Donald Trump's 'bad hombres' include a man who volunteered at Ground Zero after 9/11


The cruelty of Donald Trump's draconian immigration policies knows no bounds and is now hurting heroes who risked their lives after 9/11.

When the World Trade  Center towers fell on 9/11, Donald Trump boasted that his building was now the tallest in New York.

Carlos Humberto Cardona, an immigrant from Colombia who came to the United States 30 years ago, when he was just 17, risked his own health to volunteer in the recovery efforts at Ground Zero.

Now, while Trump sits in the White House, Cardona sits in a New Jersey detention center — one of thousands of immigrants rounded up by Trump's especially vicious Immigration and Customs Enforcement policies.

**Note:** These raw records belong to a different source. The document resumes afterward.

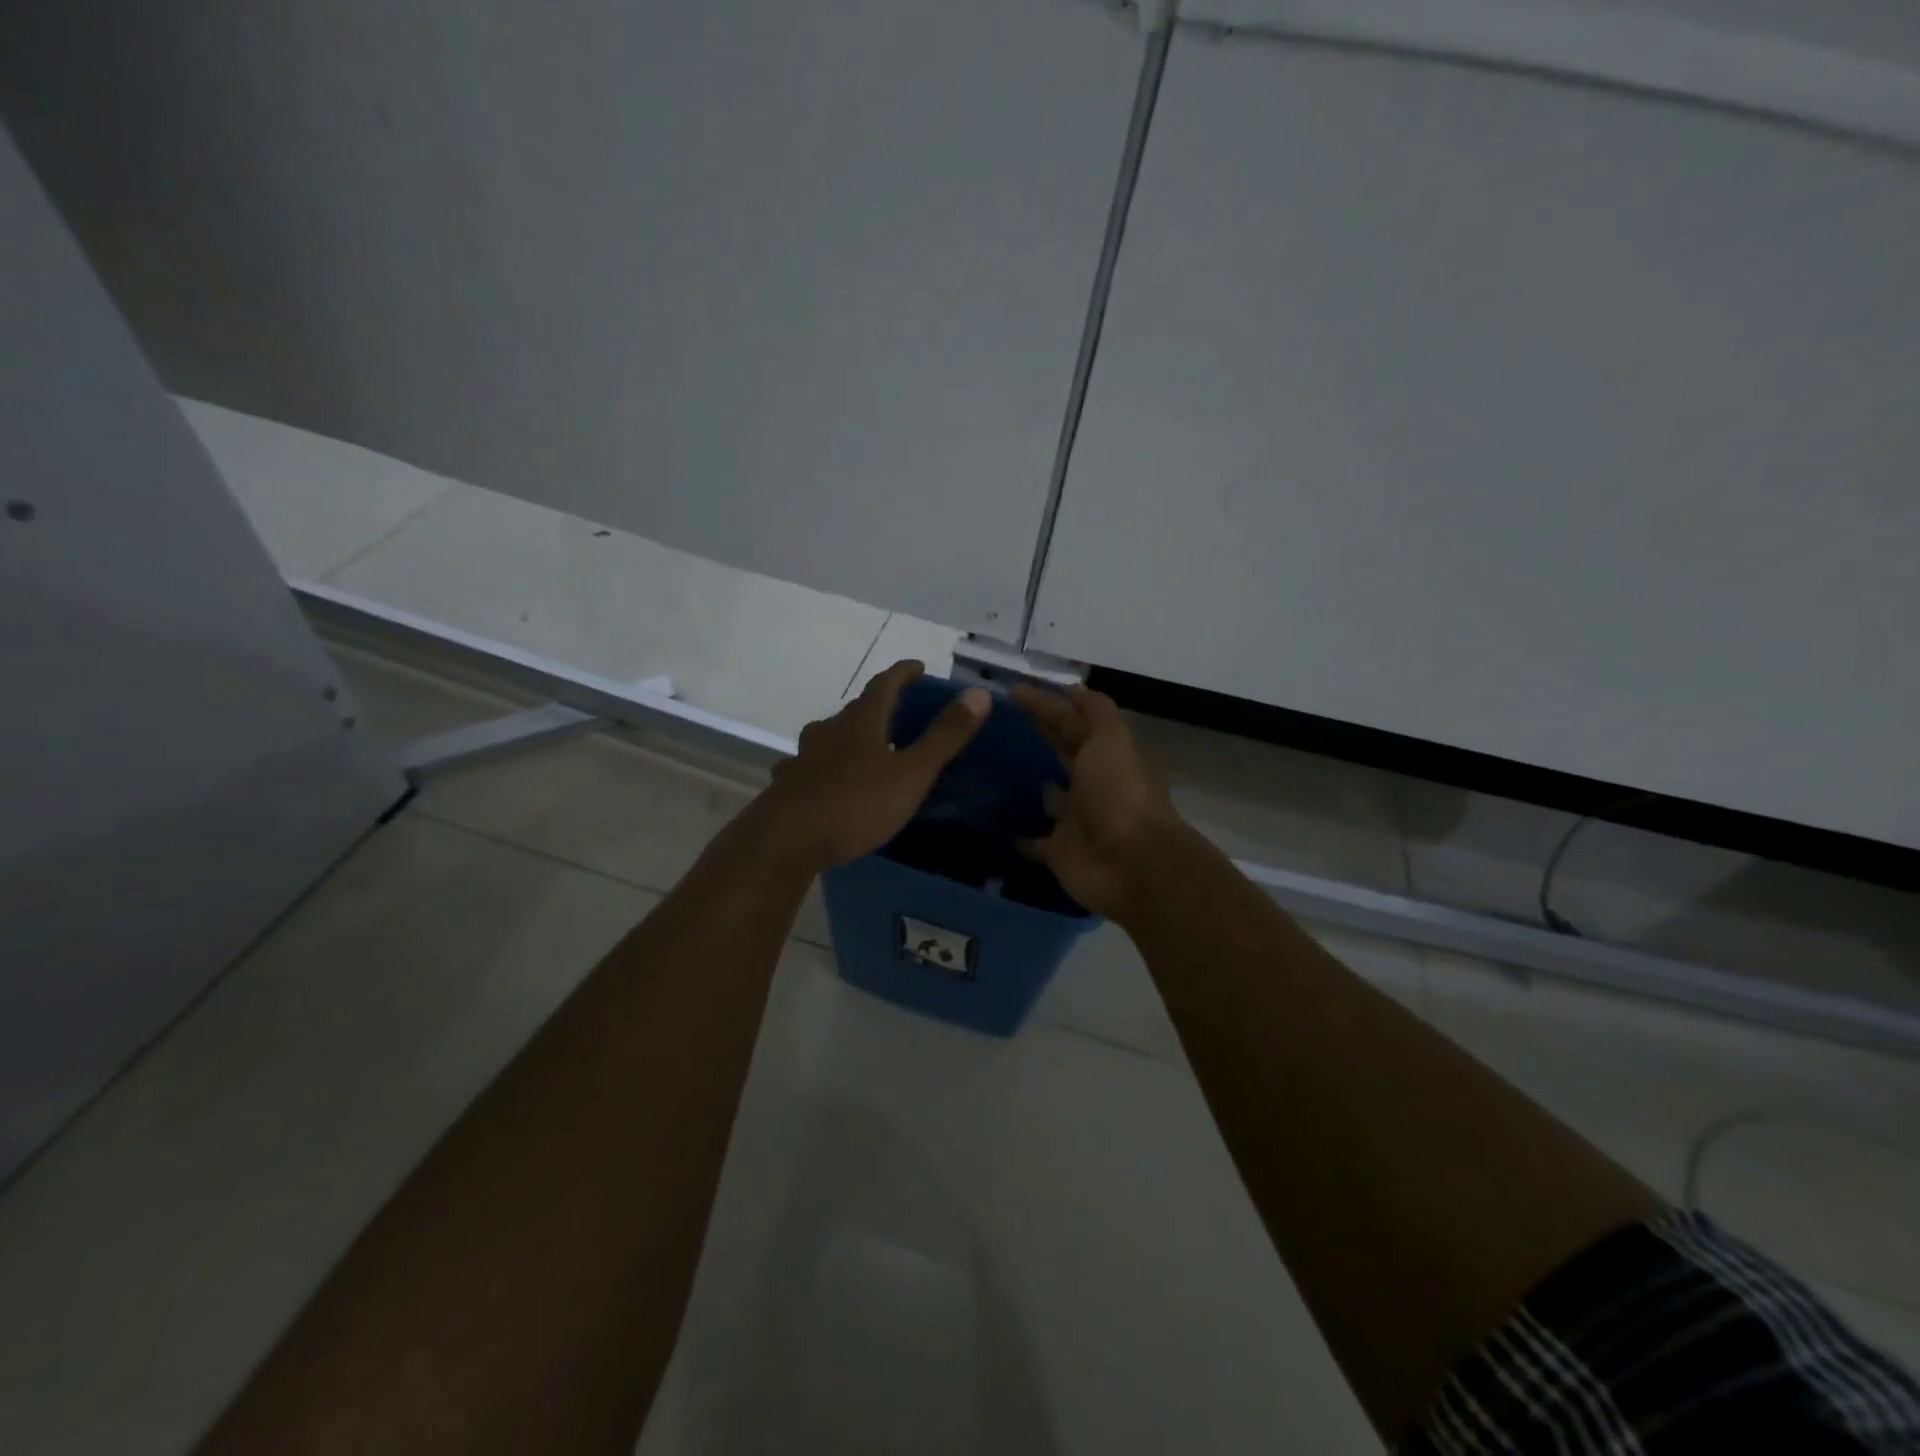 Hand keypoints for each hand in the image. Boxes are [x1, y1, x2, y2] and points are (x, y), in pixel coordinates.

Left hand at [758, 660, 989, 872]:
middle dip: (878, 707)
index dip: (903, 673)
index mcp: (861, 721)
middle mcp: (829, 730)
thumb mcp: (911, 772)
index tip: (918, 667)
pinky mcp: (788, 785)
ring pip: (829, 737)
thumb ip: (945, 736)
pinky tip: (826, 782)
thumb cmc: (856, 803)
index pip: (884, 684)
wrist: (787, 840)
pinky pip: (809, 767)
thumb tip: (978, 693)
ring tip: (865, 749)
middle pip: (855, 710)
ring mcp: (803, 757)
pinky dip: (823, 767)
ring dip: (848, 736)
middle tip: (899, 714)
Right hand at [1009, 684, 1187, 919]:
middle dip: (1041, 736)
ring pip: (1050, 798)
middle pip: (1063, 754)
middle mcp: (1092, 784)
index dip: (1046, 704)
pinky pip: (1035, 842)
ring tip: (995, 771)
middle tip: (998, 721)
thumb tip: (1072, 687)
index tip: (1011, 691)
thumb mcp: (1111, 740)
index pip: (1072, 722)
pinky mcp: (1059, 852)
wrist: (1131, 865)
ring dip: (1034, 786)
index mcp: (1106, 755)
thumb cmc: (1119, 795)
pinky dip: (1019, 836)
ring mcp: (1076, 820)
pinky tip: (995, 825)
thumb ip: (1094, 712) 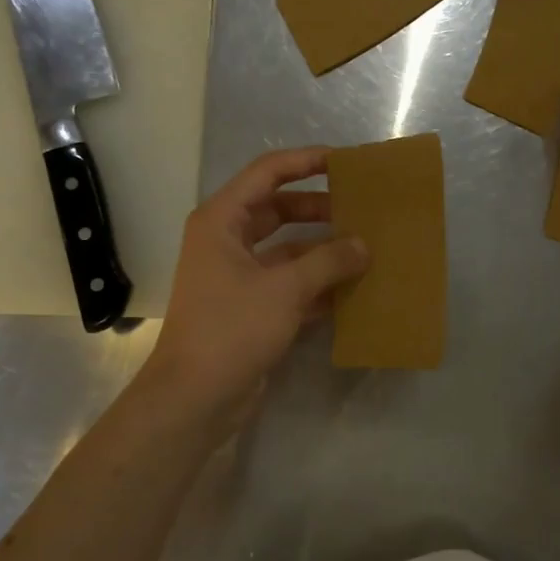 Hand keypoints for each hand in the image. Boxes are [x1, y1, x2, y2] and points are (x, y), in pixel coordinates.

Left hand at [145, 148, 367, 419]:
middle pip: (279, 209)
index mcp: (222, 221)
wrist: (194, 399)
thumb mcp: (285, 289)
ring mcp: (238, 276)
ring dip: (322, 248)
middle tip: (362, 208)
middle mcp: (227, 241)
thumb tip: (363, 245)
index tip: (345, 161)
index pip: (267, 173)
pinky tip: (353, 288)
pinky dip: (317, 283)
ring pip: (287, 249)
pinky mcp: (251, 307)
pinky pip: (289, 282)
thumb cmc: (231, 329)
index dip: (305, 161)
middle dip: (319, 208)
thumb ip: (328, 261)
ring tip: (366, 246) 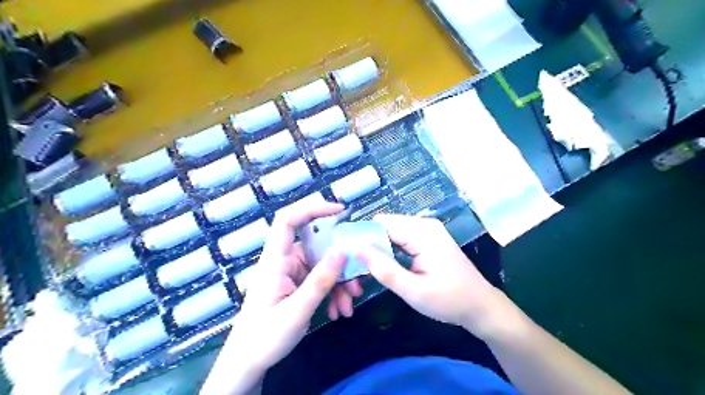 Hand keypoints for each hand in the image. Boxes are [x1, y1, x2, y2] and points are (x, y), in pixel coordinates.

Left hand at [227, 204, 359, 370]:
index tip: (339, 211)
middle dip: (340, 262)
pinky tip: (339, 310)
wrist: (248, 362)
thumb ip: (320, 280)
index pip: (288, 220)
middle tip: (358, 281)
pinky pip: (321, 279)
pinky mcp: (298, 284)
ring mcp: (292, 273)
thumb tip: (343, 251)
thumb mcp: (297, 310)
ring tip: (349, 305)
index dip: (311, 208)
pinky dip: (334, 292)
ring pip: (324, 265)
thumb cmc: (264, 337)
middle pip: (317, 246)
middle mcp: (285, 261)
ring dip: (340, 283)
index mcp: (275, 260)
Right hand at [359, 215, 507, 337]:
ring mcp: (426, 230)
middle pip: (384, 226)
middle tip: (356, 268)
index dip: (361, 237)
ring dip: (377, 248)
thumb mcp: (413, 291)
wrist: (481, 306)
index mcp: (422, 233)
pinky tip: (383, 266)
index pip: (380, 224)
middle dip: (368, 244)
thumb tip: (355, 248)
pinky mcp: (427, 238)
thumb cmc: (450, 301)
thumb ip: (383, 269)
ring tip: (366, 269)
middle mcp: (424, 225)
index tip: (346, 256)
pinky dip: (388, 250)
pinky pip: (399, 238)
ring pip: (390, 232) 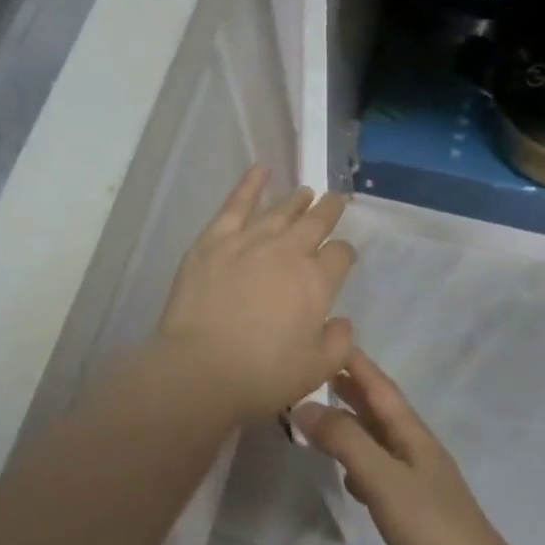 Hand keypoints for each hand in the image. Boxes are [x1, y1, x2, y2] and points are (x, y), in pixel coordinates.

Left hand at [151, 167, 355, 423]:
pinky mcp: (214, 239)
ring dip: (297, 200)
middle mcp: (288, 252)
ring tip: (306, 192)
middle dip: (329, 210)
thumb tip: (342, 321)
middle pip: (315, 222)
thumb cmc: (262, 376)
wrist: (201, 369)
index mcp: (317, 282)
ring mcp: (250, 240)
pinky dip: (251, 183)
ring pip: (280, 210)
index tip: (342, 255)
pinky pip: (237, 203)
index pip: (340, 254)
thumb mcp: (315, 370)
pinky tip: (262, 169)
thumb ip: (338, 343)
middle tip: (336, 200)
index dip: (344, 253)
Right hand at [294, 349, 532, 544]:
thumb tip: (304, 407)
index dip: (354, 362)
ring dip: (351, 425)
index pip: (379, 386)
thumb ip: (345, 441)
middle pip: (379, 409)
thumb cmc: (431, 528)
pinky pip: (380, 472)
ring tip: (319, 419)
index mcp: (412, 434)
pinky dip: (359, 464)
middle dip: (349, 388)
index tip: (327, 336)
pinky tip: (346, 477)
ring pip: (377, 440)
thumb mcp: (383, 479)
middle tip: (311, 373)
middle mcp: (415, 449)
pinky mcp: (414, 511)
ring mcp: (417, 481) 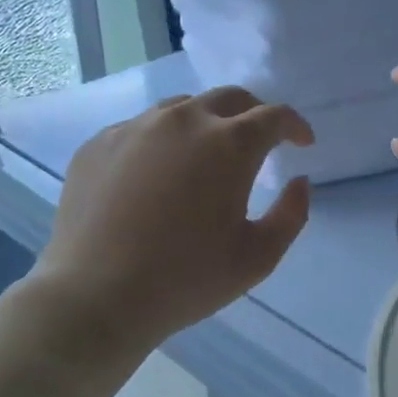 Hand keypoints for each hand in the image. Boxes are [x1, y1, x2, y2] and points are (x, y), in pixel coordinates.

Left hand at [25, 87, 314, 350]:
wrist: (94, 298)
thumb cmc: (186, 280)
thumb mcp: (258, 257)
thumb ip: (291, 214)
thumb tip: (299, 181)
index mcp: (230, 144)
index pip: (275, 116)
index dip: (295, 126)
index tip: (303, 144)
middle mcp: (184, 121)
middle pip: (230, 98)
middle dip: (254, 114)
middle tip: (260, 142)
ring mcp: (135, 127)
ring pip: (183, 108)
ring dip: (207, 123)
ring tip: (207, 156)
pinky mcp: (98, 144)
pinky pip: (142, 128)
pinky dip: (163, 141)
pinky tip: (158, 174) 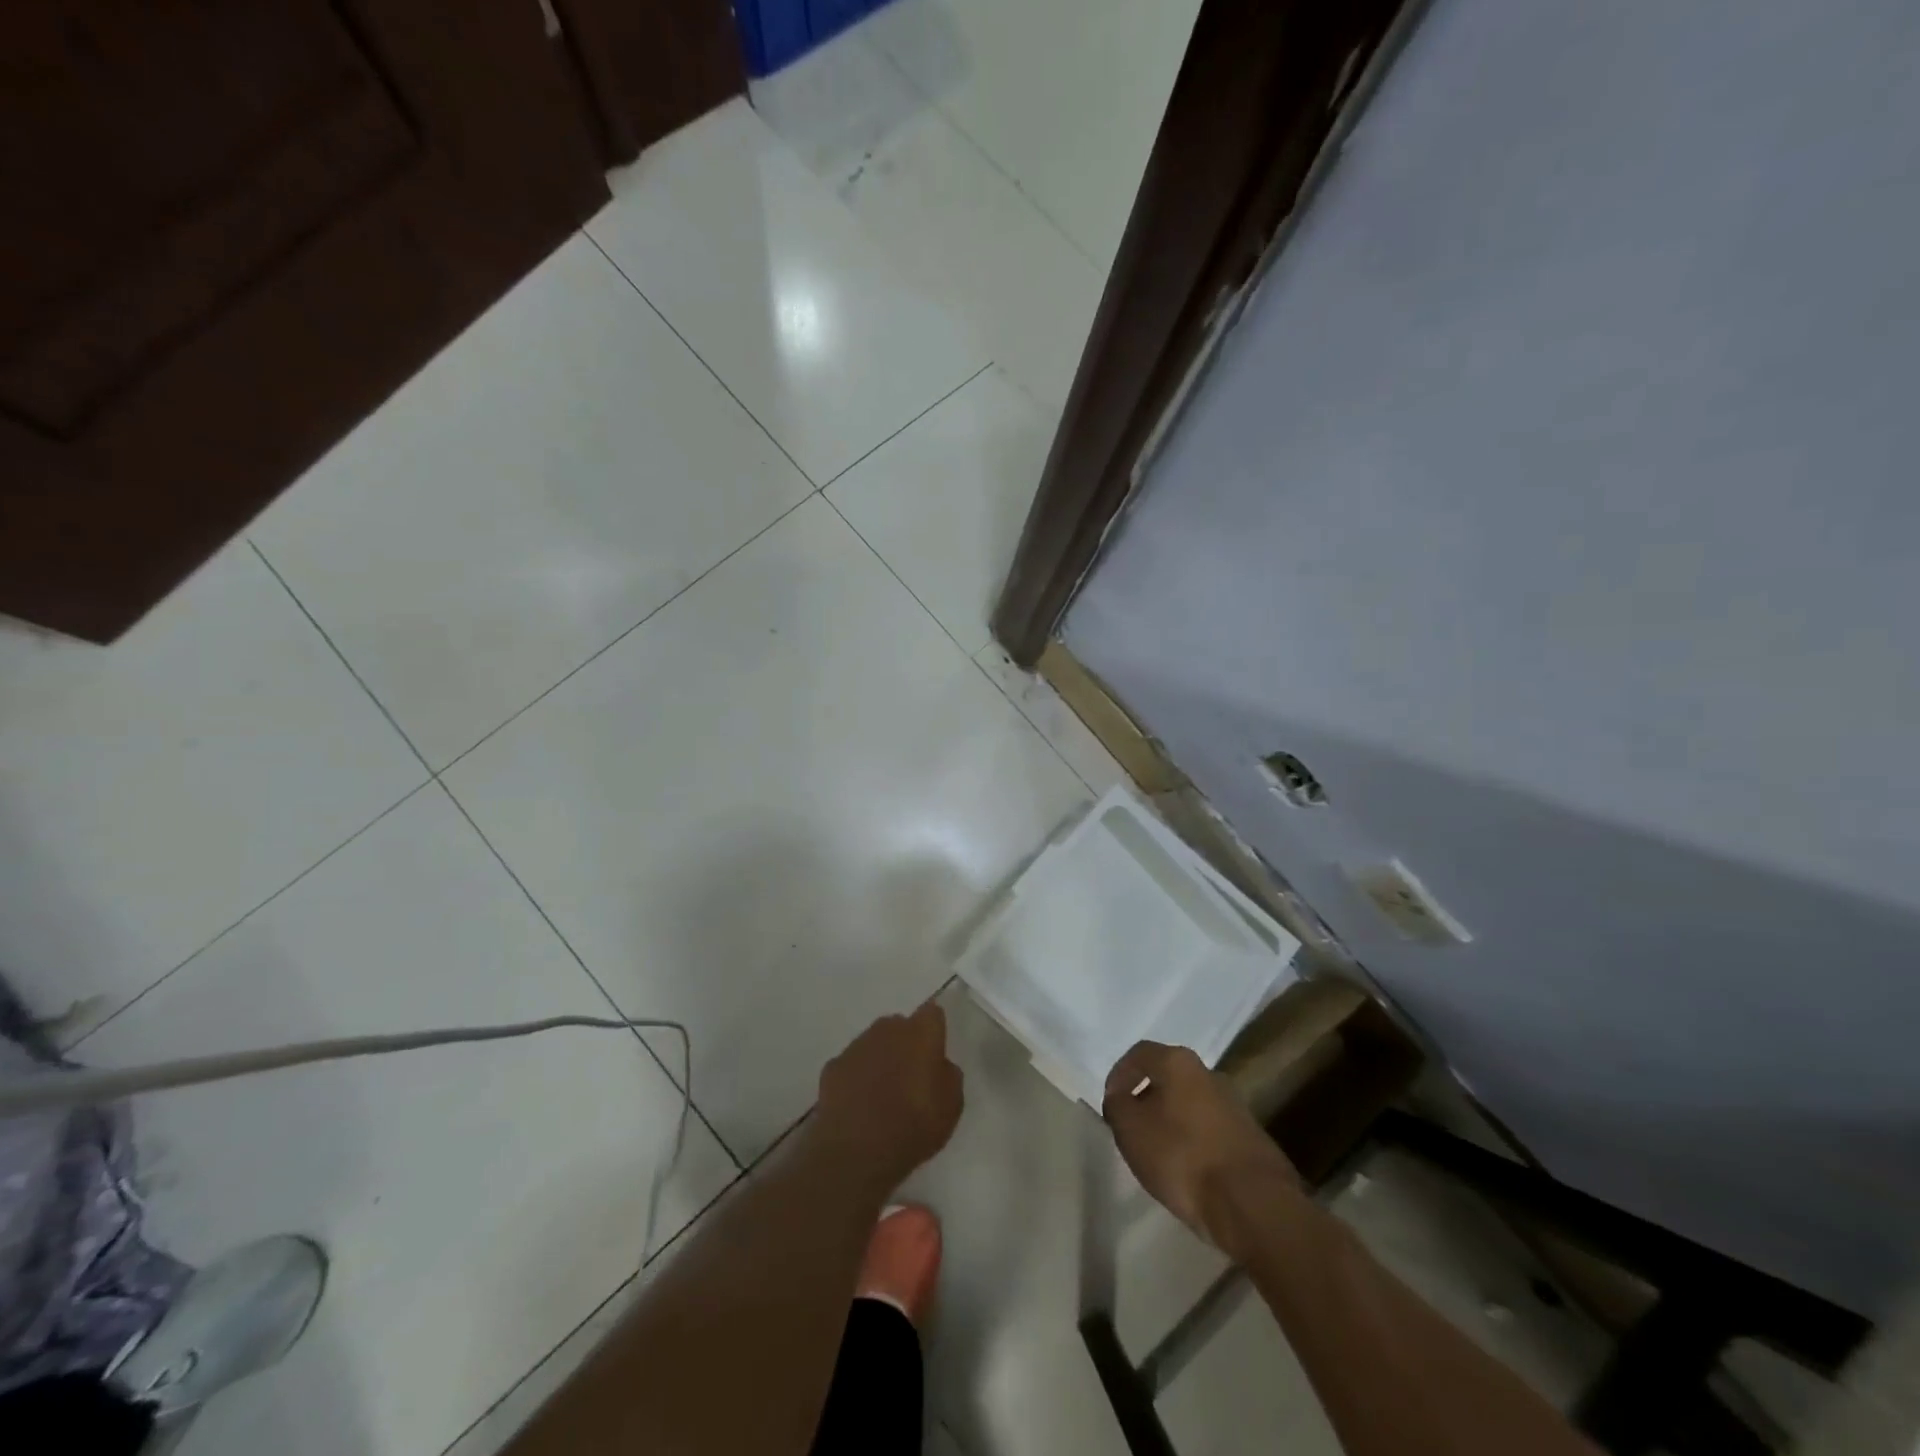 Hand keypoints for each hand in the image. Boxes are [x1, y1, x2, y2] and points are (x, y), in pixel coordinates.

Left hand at [815, 1002, 963, 1192]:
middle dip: (906, 1043)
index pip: (932, 1014)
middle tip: (911, 1075)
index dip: (935, 1030)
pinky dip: (857, 1077)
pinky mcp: (833, 1067)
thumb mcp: (952, 1106)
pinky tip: (859, 1104)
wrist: (857, 1151)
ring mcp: (856, 1046)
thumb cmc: (914, 1125)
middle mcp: (887, 1029)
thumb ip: (948, 1075)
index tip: (936, 1050)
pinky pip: (852, 1065)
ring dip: (880, 1059)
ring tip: (883, 1093)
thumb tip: (939, 1065)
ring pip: (873, 1043)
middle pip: (900, 1026)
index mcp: (920, 1033)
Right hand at [1102, 1041, 1302, 1258]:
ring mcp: (1235, 1105)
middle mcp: (1209, 1074)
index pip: (1139, 1054)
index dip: (1119, 1075)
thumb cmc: (1182, 1156)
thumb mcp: (1131, 1129)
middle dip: (1147, 1098)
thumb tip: (1121, 1097)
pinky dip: (1194, 1143)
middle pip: (1168, 1078)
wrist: (1253, 1203)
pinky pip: (1211, 1130)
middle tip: (1132, 1127)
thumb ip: (1118, 1106)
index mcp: (1178, 1062)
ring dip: (1172, 1122)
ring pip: (1191, 1105)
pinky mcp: (1251, 1138)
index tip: (1111, 1103)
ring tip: (1158, 1153)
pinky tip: (1188, 1170)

ICE agents have been particularly emboldened under Trump, who campaigned on a promise of deporting millions of immigrants — including immigrants who are here legally.

During a CBS interview in 2015, Trump said that his "beautiful wall" on the southern border would have "a big, very beautiful door because we want the legals to come back into the country."

While most media never challenged Trump on that particular statement, it demonstrated just how extreme his immigration policies would be. And while Trump casually described Mexicans as "rapists" on the first day of his presidential campaign, and often referred to immigrants as "bad hombres," it is difficult to see how the Trump administration could possibly classify Cardona as a "bad hombre."

Cardona fled Columbia after his own family was murdered. He has a wife and daughter in the United States and suffers from several health problems as a result of the time he spent at Ground Zero.

His attorney, Rajesh Barua, has filed suit seeking to have Cardona's application to stay in the country, based on his marriage to a naturalized U.S. citizen, immediately processed so that he will not be deported.

"He’s very much an American,” Barua said. “He’s scared of going back to Colombia. He doesn’t know how he'll maintain a living and what kind of treatment he’ll have for respiratory problems, which are very real."

If a man who sacrificed his own health after the attacks of 9/11 does not constitute a "good hombre" under Trump, you have to wonder if anyone does.